1. On the clustering of poll precincts — Each cluster is designed based on the local environment, with the Precinct Count Optical Scan (PCOS) machine at the center and visible to all parties. A secrecy folder covers the ballot until it is fed into the machine. The vote is cast and the machine takes picture images of both sides (scanned).

2. On “time and motion” — The correct arithmetic for analysis involves a minimum of eight hours on 100-percent voter turnout, that is 1,000 voters in a clustered precinct with a minimum of 10 seats per precinct. The actual casting of votes (feeding ballot into machine) takes only a few seconds.

Assume 100-percent voter turnout (the most conservative position to take) on Election Day, and 50-percent machine utilization (this means each machine would be in actual ballot-scanning and vote-counting operation for only 5.5 hours out of the 11 voting hours).

On that assumption, Comelec did an informal time-and-motion study, and reported an average of eight seconds for a complete ballot-casting cycle. If we double this number and use 15 seconds to cast a single ballot, two ballots can be cast per minute, or 120 ballots per hour. In 11 hours, 1,320 ballots can be cast and counted per machine.

This gives Comelec a safety factor of 1.32 over the maximum number of voters per clustered precinct even assuming a 100-percent voter turnout.

It is erroneous to assume that only one voter at a time will be permitted to fill up a ballot in the precinct.
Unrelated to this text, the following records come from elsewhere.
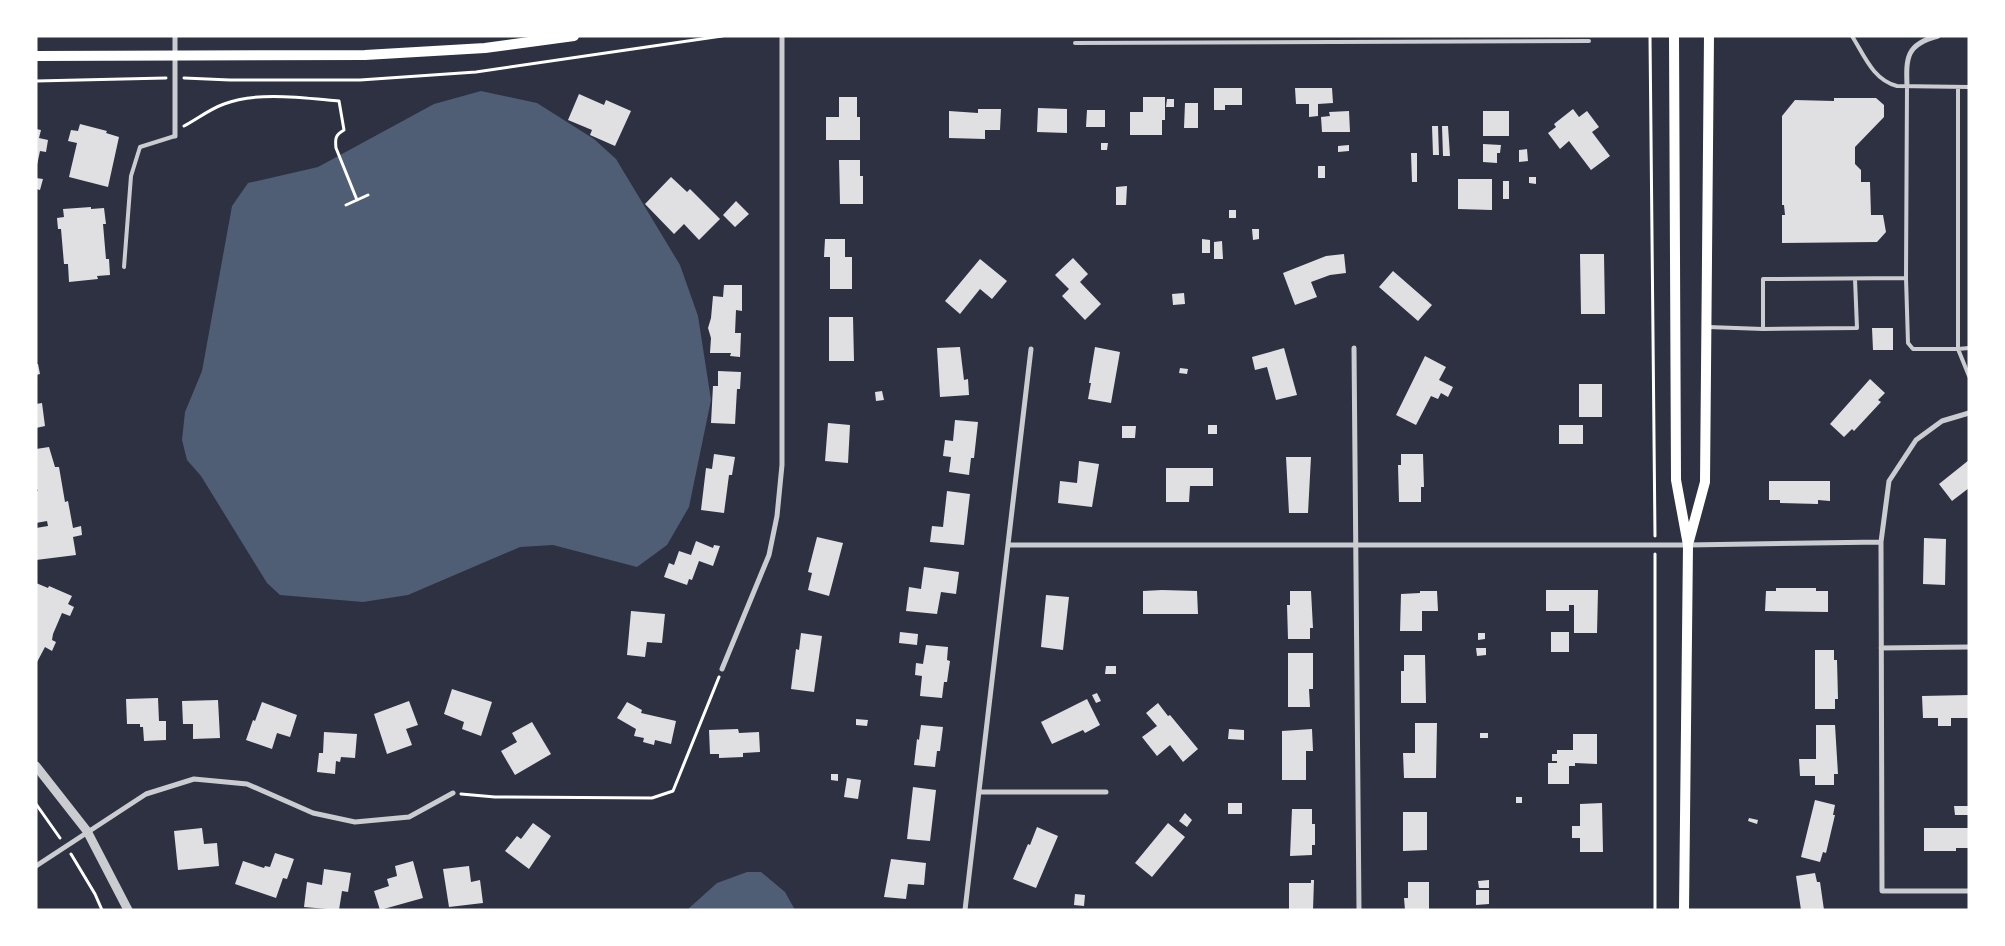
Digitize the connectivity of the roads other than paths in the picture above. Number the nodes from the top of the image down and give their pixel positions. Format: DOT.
graph roads {
  1 [pos="574,36"];
  2 [pos="782,36"];
  3 [pos="1325,36"];
  4 [pos="1674,36"];
  5 [pos="1709,36"];
  6 [pos="1852,36"];
  7 [pos="1938,36"];
  8 [pos="175,37"];
  9 [pos="1589,41"];
  10 [pos="1325,42"];
  11 [pos="1075,43"];
  12 [pos="175,55"];
  13 [pos="36,56"];
  14 [pos="1907,86"];
  15 [pos="1958,87"];
  16 [pos="1969,87"];
  17 [pos="175,133"];
  18 [pos="124,267"];
  19 [pos="1906,278"];
  20 [pos="1855,279"];
  21 [pos="1706,327"];
  22 [pos="1764,329"];
  23 [pos="1354,348"];
  24 [pos="1969,348"];
  25 [pos="1031,349"];
  26 [pos="1958,349"];
  27 [pos="1969,376"];
  28 [pos="1969,413"];
  29 [pos="1881,542"];
  30 [pos="1356,544"];
  31 [pos="1008,545"];
  32 [pos="1688,545"];
  33 [pos="1969,647"];
  34 [pos="1881,648"];
  35 [pos="722,669"];
  36 [pos="36,766"];
  37 [pos="979,792"];
  38 [pos="1106,792"];
  39 [pos="453,793"];
  40 [pos="87,831"];
  41 [pos="36,866"];
  42 [pos="1969,891"];
  43 [pos="128,910"];
  44 [pos="965,910"];
  45 [pos="1359,910"];
  46 [pos="1684,910"];
  1 -- 12 [label="main road"];
  2 -- 35 [label="street"];
  3 -- 10 [label="lane"];
  4 -- 32 [label="main road"];
  5 -- 21 [label="main road"];
  6 -- 14 [label="lane"];
  7 -- 14 [label="street"];
  8 -- 12 [label="street"];
  9 -- 10 [label="lane"];
  10 -- 11 [label="lane"];
  12 -- 13 [label="main road"];
  12 -- 17 [label="street"];
  14 -- 15 [label="lane"];
  14 -- 19 [label="lane"];
  15 -- 16 [label="lane"];
  15 -- 26 [label="lane"];
  17 -- 18 [label="lane"];
  19 -- 20 [label="lane"];
  19 -- 26 [label="lane"];
  20 -- 22 [label="lane"];
  20 -- 22 [label="lane"];
  21 -- 22 [label="lane"];
  21 -- 32 [label="main road"];
  23 -- 30 [label="street"];
  24 -- 26 [label="lane"];
  25 -- 31 [label="street"];
  26 -- 27 [label="lane"];
  28 -- 29 [label="street"];
  29 -- 32 [label="street"];
  29 -- 34 [label="street"];
  30 -- 31 [label="street"];
  30 -- 32 [label="street"];
  30 -- 45 [label="street"];
  31 -- 37 [label="street"];
  32 -- 46 [label="main road"];
  33 -- 34 [label="street"];
  34 -- 42 [label="street"];
  36 -- 40 [label="street"];
  37 -- 38 [label="street"];
  37 -- 44 [label="street"];
  39 -- 40 [label="street"];
  40 -- 41 [label="street"];
  40 -- 43 [label="street"];
}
Voters inside the precinct will prepare their ballots at the same time. The queue is only for feeding the ballots into the counting machine.

3. On automated system’s possibly not engendering trust among voters — We offer the ARMM pilot automated elections as proof that our people are techno-friendly. DRE (Direct Recording Electronic) machines were used there, and voters found them very easy and convenient to use.

In the 2010 national elections, PCOS (Optical Mark Reader-based) machines will be used. OMR is paper-based and is not a major departure from manual voting. Even voters who cannot read or write will be able to identify popular names (the candidates of their choice), without assistance.

4. On troubleshooting — There will be a technician per two PCOS machines — for a total of over 40,000 technicians. They will be supported by a 600-seat call center, apart from their municipal and provincial supervisors. Training is scheduled in the next few weeks.

5. On possible switching of memory cards — The cards, where election data will be saved, will only store information from that day’s election. The machines will not load any external info on the card. Thus, even if a potential election felon were to pass through the phalanx of physical security comprising poll watchers, as well as civil society and political parties’ representatives, his memory disk (which is non-standard and not commercially available in Philippine retail stores) will be rejected outright by the machine.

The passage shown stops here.